Look through the lines below and extract any with the word "Morelia".
::: Working data
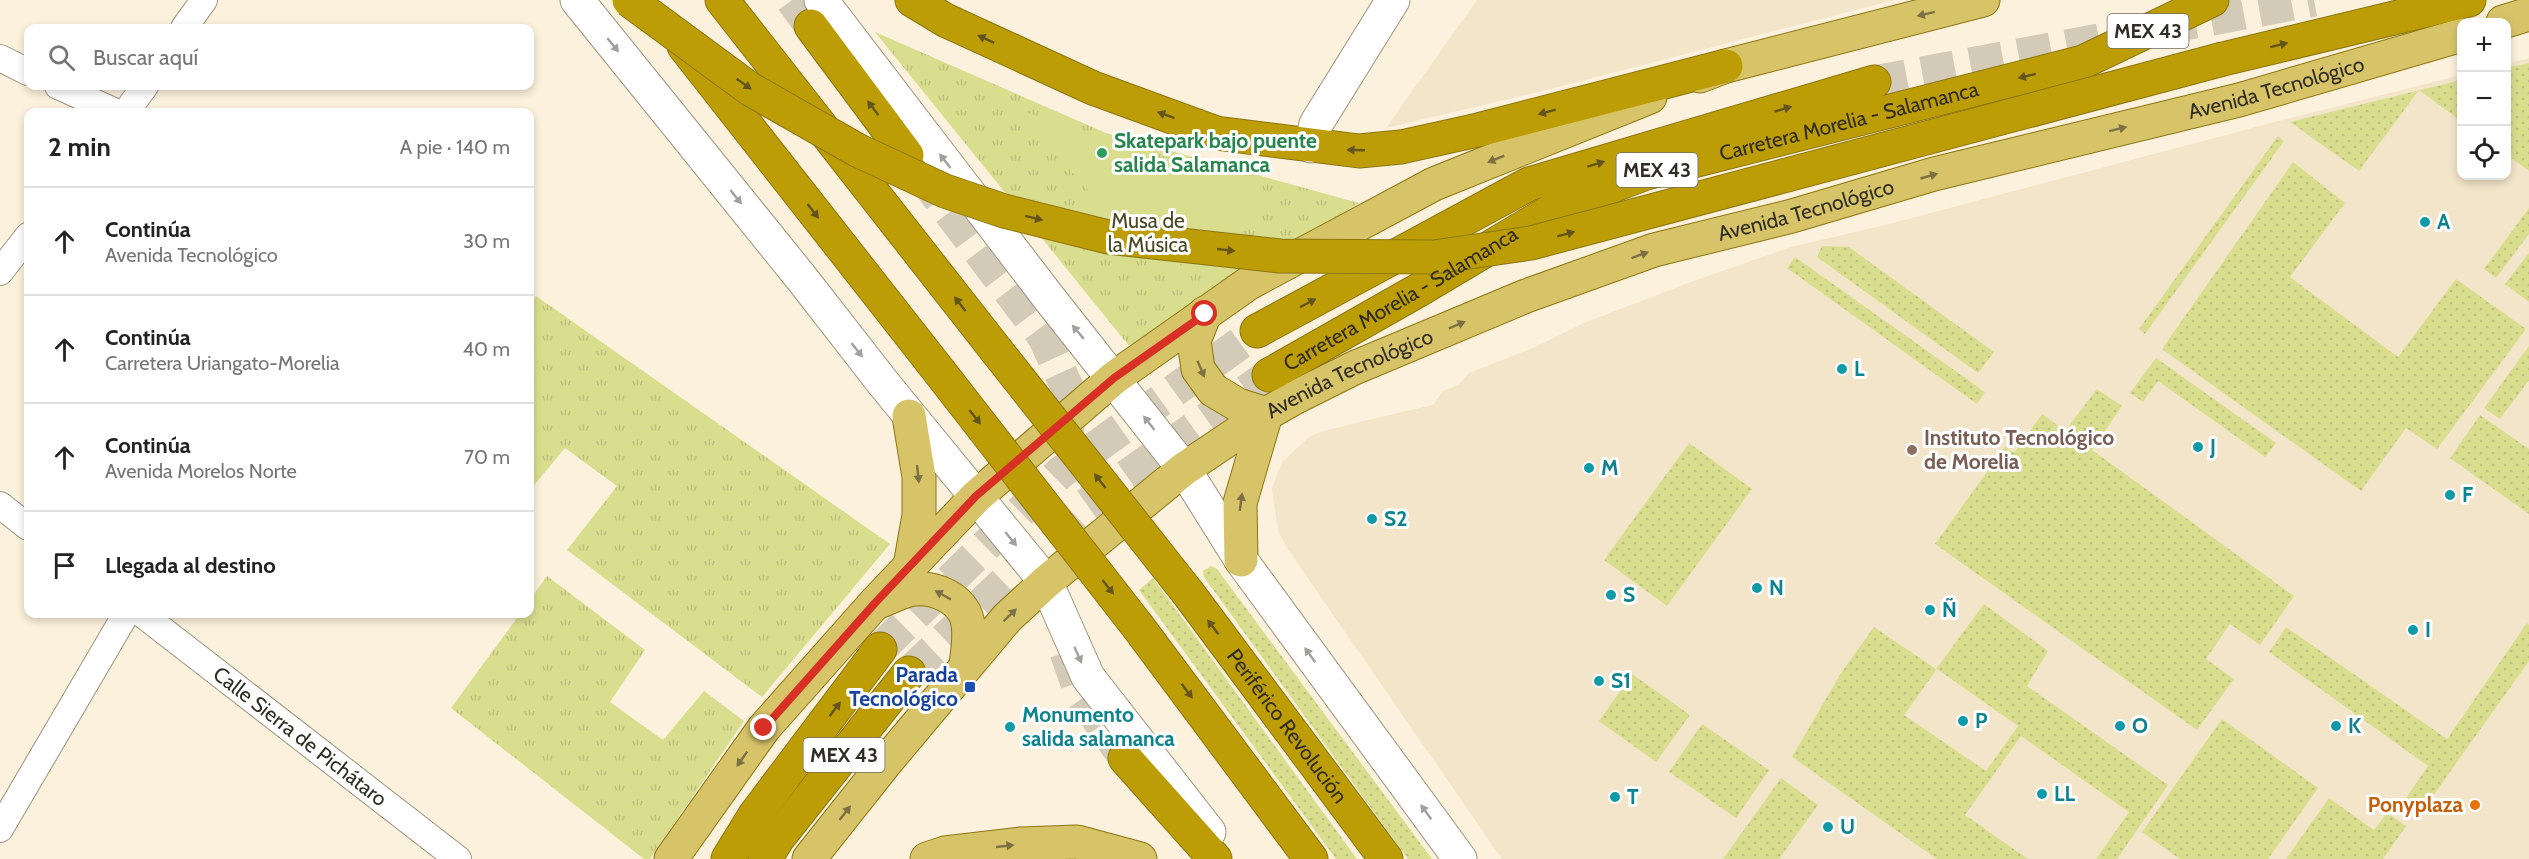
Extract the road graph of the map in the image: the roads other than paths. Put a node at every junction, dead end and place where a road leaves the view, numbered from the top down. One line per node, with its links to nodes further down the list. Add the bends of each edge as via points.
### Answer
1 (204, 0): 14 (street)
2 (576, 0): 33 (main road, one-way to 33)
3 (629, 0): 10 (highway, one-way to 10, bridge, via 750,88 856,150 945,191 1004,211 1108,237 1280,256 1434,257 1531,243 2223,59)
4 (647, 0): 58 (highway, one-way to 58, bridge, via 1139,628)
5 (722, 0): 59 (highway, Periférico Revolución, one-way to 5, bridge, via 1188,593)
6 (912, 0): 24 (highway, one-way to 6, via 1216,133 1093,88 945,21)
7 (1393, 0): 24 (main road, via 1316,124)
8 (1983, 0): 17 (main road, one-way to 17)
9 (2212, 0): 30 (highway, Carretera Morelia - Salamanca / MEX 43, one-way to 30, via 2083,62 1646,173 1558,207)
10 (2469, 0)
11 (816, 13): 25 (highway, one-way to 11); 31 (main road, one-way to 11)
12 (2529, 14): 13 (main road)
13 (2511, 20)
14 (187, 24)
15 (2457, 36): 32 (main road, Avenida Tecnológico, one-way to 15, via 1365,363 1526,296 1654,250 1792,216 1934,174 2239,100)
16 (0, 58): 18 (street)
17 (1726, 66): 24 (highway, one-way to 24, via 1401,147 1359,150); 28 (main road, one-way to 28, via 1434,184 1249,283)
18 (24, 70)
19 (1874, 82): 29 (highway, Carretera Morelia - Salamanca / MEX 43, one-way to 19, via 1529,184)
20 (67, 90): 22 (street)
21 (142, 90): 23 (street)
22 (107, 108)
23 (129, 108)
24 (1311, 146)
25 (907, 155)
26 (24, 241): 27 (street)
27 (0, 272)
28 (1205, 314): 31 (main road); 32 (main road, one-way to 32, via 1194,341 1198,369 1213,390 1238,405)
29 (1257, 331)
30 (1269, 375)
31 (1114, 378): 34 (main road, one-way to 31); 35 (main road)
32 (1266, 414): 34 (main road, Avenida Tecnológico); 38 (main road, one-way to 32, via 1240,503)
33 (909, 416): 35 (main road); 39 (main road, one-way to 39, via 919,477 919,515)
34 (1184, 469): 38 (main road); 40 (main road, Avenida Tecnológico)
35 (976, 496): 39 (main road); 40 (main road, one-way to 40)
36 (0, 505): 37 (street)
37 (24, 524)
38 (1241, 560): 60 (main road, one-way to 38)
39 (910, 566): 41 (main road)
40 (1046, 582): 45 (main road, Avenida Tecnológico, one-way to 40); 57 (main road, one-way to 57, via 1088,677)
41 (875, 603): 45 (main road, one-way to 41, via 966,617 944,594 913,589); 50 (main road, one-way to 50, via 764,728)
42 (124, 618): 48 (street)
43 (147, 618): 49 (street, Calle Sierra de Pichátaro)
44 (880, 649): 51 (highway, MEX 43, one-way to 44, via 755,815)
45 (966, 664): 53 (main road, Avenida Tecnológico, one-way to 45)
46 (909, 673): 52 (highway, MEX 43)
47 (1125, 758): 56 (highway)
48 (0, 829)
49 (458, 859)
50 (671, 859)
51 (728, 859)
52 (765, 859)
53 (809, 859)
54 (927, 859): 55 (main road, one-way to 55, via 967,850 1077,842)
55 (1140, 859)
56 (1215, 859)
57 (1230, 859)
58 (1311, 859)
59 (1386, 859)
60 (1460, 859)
::::::
Answer below:
9 (2212, 0): 30 (highway, Carretera Morelia - Salamanca / MEX 43, one-way to 30, via 2083,62 1646,173 1558,207)
19 (1874, 82): 29 (highway, Carretera Morelia - Salamanca / MEX 43, one-way to 19, via 1529,184)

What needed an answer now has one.